Prior to enumerating some of the members of this list though I think it is important to
highlight that at this end of the spectrum there are a number of ways of decomposing
complexity into its components. If too broad divisions are used – for example
morphological complexity and behavioural complexity – then a comparison of the
complexity of organisms from different species remains subjective. Is the behaviour of
the ant lion more, less or as complex as the behaviour of the mud-daubing wasp
Trypoxylon politum? As Kim Sterelny suggested, if the organisms in question were from
very similar species then some comparison could still be made, however I am seeking to
develop as general a framework as possible, and this means that the divisions have to be
carefully precise.
On the other hand, too many higher level factors may reintroduce the problems which
occurred with genes, where multiple apparently independent components are actually redescriptions of the same thing. If the range of habitats an organism can live in is
considered one measure of its complexity, how is over-counting avoided if the number of
life cycle stages or modes an organism has is another? It may seem that a bear which
hibernates as well as living through a hot summer is as or nearly as complex as a liver
fluke (Dicrocoelium dendriticum), whose life cycle stages are described by Dawkins
(1982, p218).
In summary, careless use of conceptual, subjective measures of complexity is likely to
lead to confusing results which disagree with our intuitions too frequently.

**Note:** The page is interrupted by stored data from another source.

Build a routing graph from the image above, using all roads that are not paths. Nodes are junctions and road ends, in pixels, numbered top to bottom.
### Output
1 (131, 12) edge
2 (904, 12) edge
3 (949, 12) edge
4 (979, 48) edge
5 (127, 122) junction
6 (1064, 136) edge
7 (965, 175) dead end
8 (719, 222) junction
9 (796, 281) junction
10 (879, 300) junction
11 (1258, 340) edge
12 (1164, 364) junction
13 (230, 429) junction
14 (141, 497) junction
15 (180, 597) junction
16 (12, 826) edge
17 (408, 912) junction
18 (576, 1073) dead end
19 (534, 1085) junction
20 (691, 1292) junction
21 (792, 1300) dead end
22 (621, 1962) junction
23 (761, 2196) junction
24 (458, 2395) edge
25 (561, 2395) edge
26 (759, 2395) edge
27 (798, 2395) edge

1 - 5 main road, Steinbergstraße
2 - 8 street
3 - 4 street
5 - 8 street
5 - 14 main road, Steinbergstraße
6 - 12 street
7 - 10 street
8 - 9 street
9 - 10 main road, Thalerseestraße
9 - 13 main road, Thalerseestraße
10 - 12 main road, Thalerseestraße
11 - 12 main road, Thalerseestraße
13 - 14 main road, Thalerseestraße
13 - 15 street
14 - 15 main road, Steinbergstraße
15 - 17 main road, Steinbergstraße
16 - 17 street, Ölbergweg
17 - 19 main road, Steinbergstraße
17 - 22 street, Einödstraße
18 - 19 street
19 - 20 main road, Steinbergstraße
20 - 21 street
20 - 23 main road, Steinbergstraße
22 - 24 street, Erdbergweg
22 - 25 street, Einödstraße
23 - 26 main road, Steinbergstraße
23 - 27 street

While we
shouldn’t expect our intuitions to be confirmed all of the time, at some point we need to
make a meta-judgement about a decision making system itself and decide that it is
leading us astray. I conclude that a careless, too-conceptual approach is likely to do this,
due to incompleteness, subtle over-counting or excessively subjective divisions. These
are potential problems which will be mentioned again as the high-level, multidimensional (broad) model we need is created.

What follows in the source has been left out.